The Columbia Tribune published a list of demands issued to administrators by Concerned Student 1950, the group calling for Wolfe's departure in the first place, and according to the text of the document, their protests are just getting started.
In addition for Wolfe's resignation, the group also wanted him to "acknowledge his white male privilege, recognize that systems of oppression exist, and ... admit to his gross negligence, allowing his driver to hit one of the demonstrators ... and refusing to intervene when Columbia Police Department used excessive force with demonstrators," the Columbia Tribune reported.
The group also demanded in its list: The University of Missouri to meet with the "Legion of Black Collegians' demands that were presented in 1969 for the betterment of the black community," and that the university "creates and enforces comprehensive racial awareness and inclusion curriculum" that's mandatory for all students, staffers and administrators.

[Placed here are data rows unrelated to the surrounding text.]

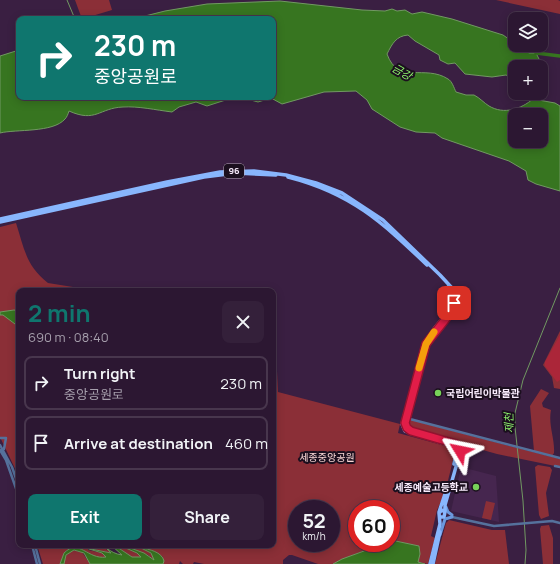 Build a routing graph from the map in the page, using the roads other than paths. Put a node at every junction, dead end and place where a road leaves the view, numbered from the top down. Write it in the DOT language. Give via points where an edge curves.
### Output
graph roads {
  1 [pos="0,220"];
  2 [pos="452,303"];
  3 [pos="406,418"];
  4 [pos="0,438"];
  5 [pos="0,445"];
  6 [pos="0,450"];
  7 [pos="5,453"];
  8 [pos="560,458"];
  9 [pos="554,466"];
  10 [pos="560,467"];
  11 [pos="16,478"];
  12 [pos="16,487"];
  13 [pos="446,504"];
  14 [pos="443,514"];
  15 [pos="452,516"];
  16 [pos="560,523"];
  17 [pos="440,535"];
  18 [pos="34,548"];
  19 [pos="38,564"];
  20 [pos="431,564"];
  1 -- 2 [label="main road, 96" via="204,177 236,173 267,174 316,185 355,204 381,222 446,282"];
  2 -- 3 [label="main road" via="448,316 426,344"];
  2 -- 14 [label="main road" via="424,343 402,424 407,433 456,449"];
  3 -- 8 [label="street"];
  3 -- 13 [label="main road" via="406,426 411,431 456,444 460,448"];
  4 -- 7 [label="street" via="6,438 3,445"];
  5 -- 7 [label="street"];
  6 -- 12 [label="street"];
  7 -- 11 [label="street"];
  9 -- 10 [label="street"];
  13 -- 14 [label="main road"];
  13 -- 15 [label="main road"];
  14 -- 15 [label="main road"];
  14 -- 17 [label="main road"];
  14 -- 20 [label="main road"];
  15 -- 16 [label="street" via="503,527"];
  15 -- 17 [label="main road" via="445,519"];
  17 -- 20 [label="main road"];
  18 -- 19 [label="street"];
} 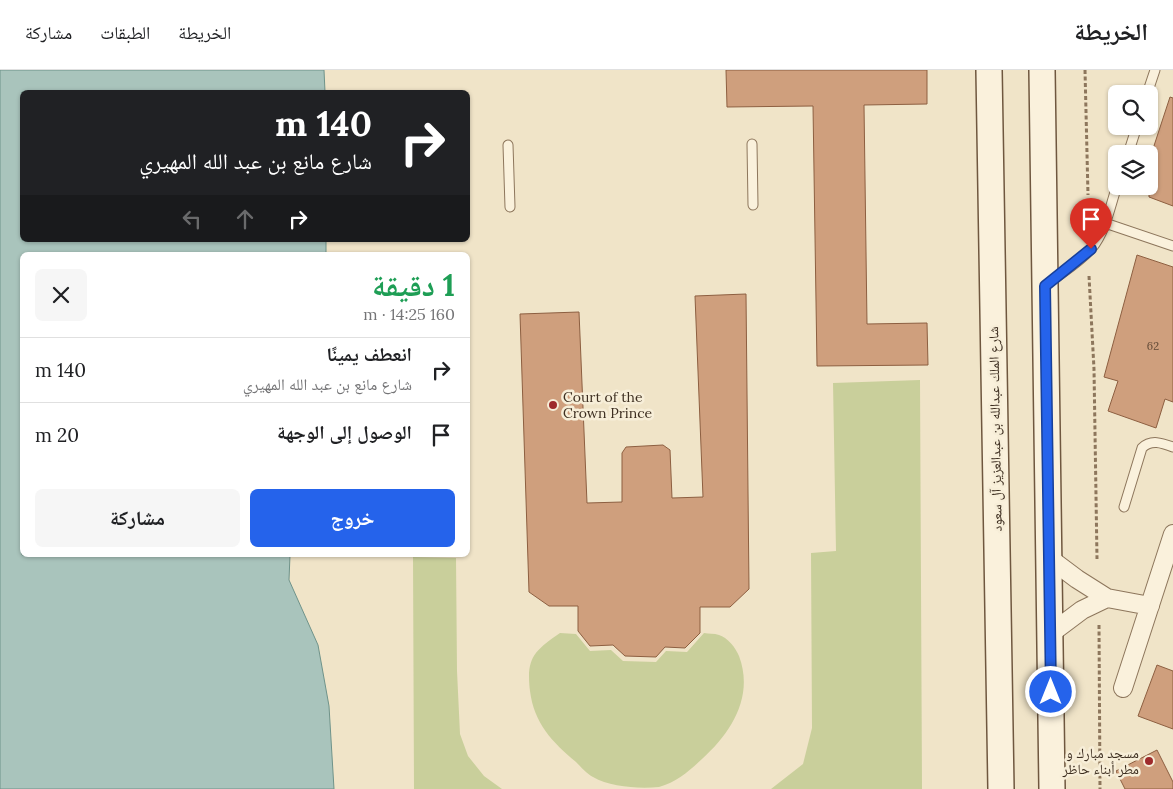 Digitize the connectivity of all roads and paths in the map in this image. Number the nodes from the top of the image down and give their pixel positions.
1 (989, 70) edge
2 (1042, 70) edge
3 (1085, 70) edge
4 (1155, 70) edge
5 (1151, 85) edge
6 (752, 144) dead end
7 (508, 145) dead end
8 (1088, 195) dead end
9 (1114, 195) edge
10 (753, 205) dead end
11 (510, 207) dead end
12 (1105, 223) junction
13 (1173, 246) edge
14 (1089, 276) dead end
15 (1045, 286) junction
16 (1173, 447) edge
17 (1124, 507) dead end
18 (1173, 534) edge
19 (1050, 558) junction
20 (1098, 559) dead end
21 (1107, 598) junction
22 (1150, 606) junction
23 (1099, 625) dead end
24 (1050, 634) junction
25 (1123, 688) dead end
26 (1002, 789) edge
27 (1052, 789) edge
28 (1100, 789) edge

1 - 26 main road, شارع الملك عبدالله بن عبدالعزيز آل سعود
2 - 15 main road
3 - 8 path
4 - 5 lane
6 - 10 lane
7 - 11 lane
9 - 12 lane
12 - 13 lane
12 - 15 lane
14 - 20 path
15 - 19 main road
16 - 17 lane
18 - 22 street
19 - 21 street
19 - 24 main road
21 - 22 street
21 - 24 street
22 - 25 street
23 - 28 path
24 - 27 main road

"This curriculum must be vetted, maintained and overseen by a board comprised of students, staff and faculty of color," the demand list states.
But there is more: The group also demanded the University of Missouri increase its percentage of black faculty and staff by 10 percent by the end of the 2018 school year and that officials increase funding for "social justices centers on campus" to hire "additional professionals, particularly those of color," and to pay for additional mental health professionals, "particularly those of color."